However, in a merger and acquisition, anything that is paid over and above the book value as part of goodwill and as consideration for the brand value, should that be transferred in full to the Rab al-Mal? An intuitive thought suggests that the Mudarib should also have a share in the proceeds from the brand value, in a scenario where the brand had little-to-no-worth and the Mudarib had laboured for several years in building the brand with his labour. A brand cannot grow from scratch with simply the capital of the Rab al-Mal, it needs the labour and expertise of the Mudarib also to grow.
Brand as an ‘asset’ is not like traditional assets; it grows in worth and substance over time. It is not a static item which depreciates like other fixed assets. Nor is it a typical current asset that is used in the operations like other assets which clearly belong to the Rab al-Mal. Brand is also not an intangible asset like other intangible assets, which are typically booked as non-current assets. These other intangibles have a market value and are priced and itemised according to convention. Hence, brand is clearly not the same as other assets, and the overall attribution to the Rab al-Mal and their ownership weakens as a result. When it has weakened, it is challenging to claim that the Rab al-Mal is due all the payment for the brand definitively.
All other current assets and potentially fixed assets are bought with the capital of the Rab al-Mal in a traditional Mudaraba and the Rab al-Mal owns them definitively, however, the brand value is not bought with the capital of the Rab al-Mal. Its value is grown due to the inputs of both parties. There may be an argument to suggest that such a dynamic and evolving asset like brand should be treated differently to all other assets in a Mudaraba pool. Perhaps there is resemblance with produce in a Muzara’a (sharecropping) and Musaqat (irrigation) partnerships.
In a Muzara’a partnership, land is injected by one party and labour by another. In other words, capital goods are supplied from one partner and the labour from another. The produce is shared between the parties according to their agreement, and they jointly own the produce.
In a Musaqat partnership, crops or trees belong to one partner and labour is delivered by
the other partner. A contract is formed between the owner of an orchard or its usufruct and a worker (irrigator) to share the produce according to specific ratios stipulated at the time of contract.
The above two structures are a precedent to show that assets which grow overtime due to the direct inputs of both parties will be co-owned by both parties.

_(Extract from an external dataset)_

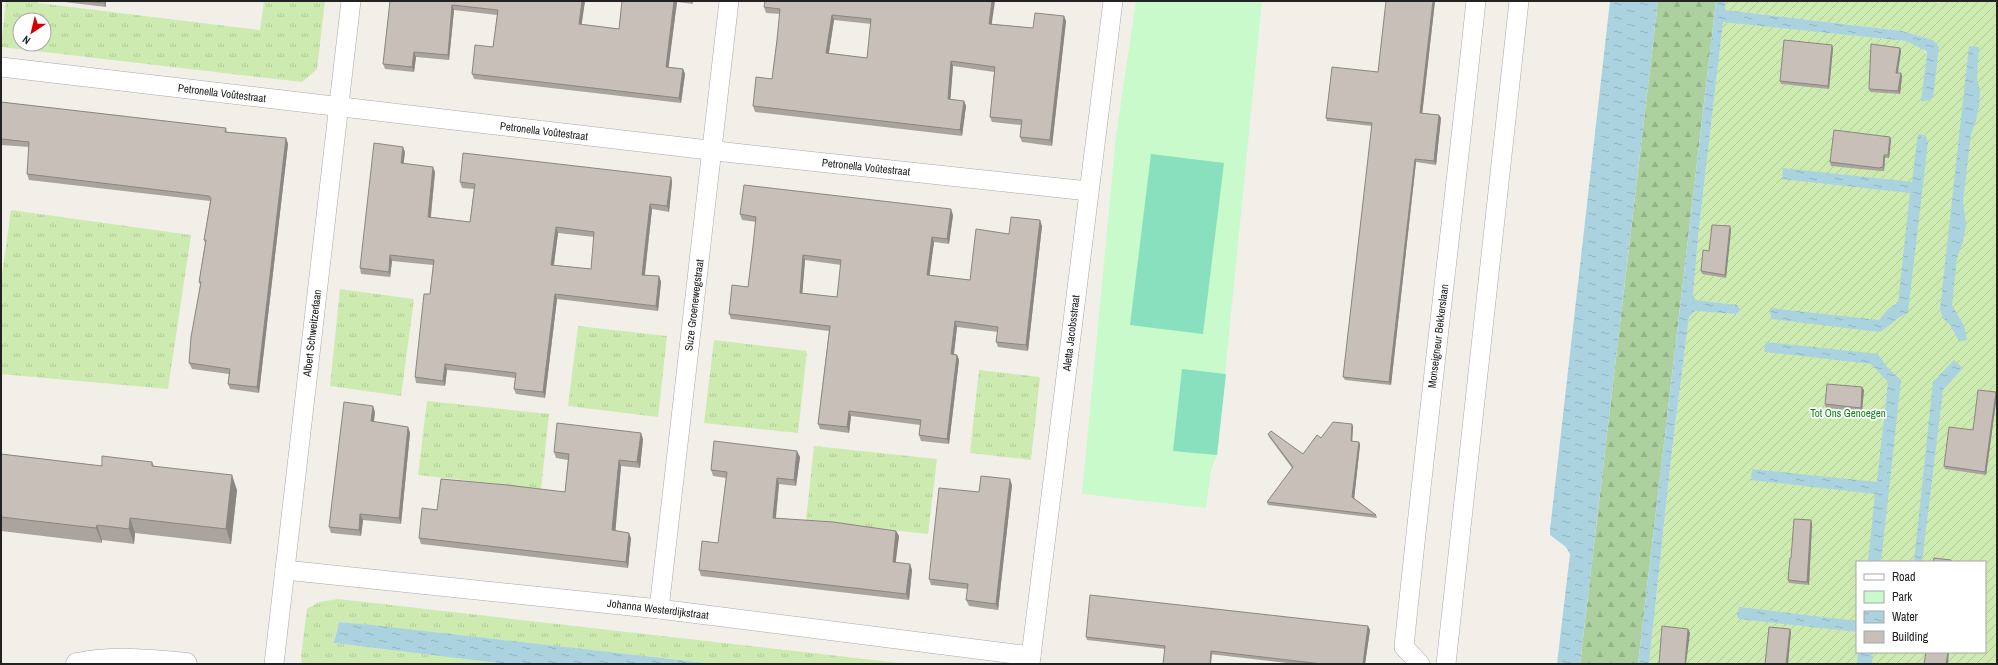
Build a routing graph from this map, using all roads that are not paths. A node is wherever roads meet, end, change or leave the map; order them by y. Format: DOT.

If it is argued that the brand data is initially bought and acquired by the Rab al-Mal, that is a valid argument. However, the growth of the brand is not solely the input of the Rab al-Mal. What we mean by growth is not purely economic value, but everything that a brand represents as the business grows. Furthermore, in the above model of Musaqat, even though the trees or orchards are owned by one party, the produce is shared.
Based on the above reasoning, perhaps a Mudaraba enterprise that is acquired by another entity should consider splitting the proceeds for anything that is paid in relation to the brand as part of goodwill. Perhaps, this is closer to the manner in which Sharia analyses such dynamic assets.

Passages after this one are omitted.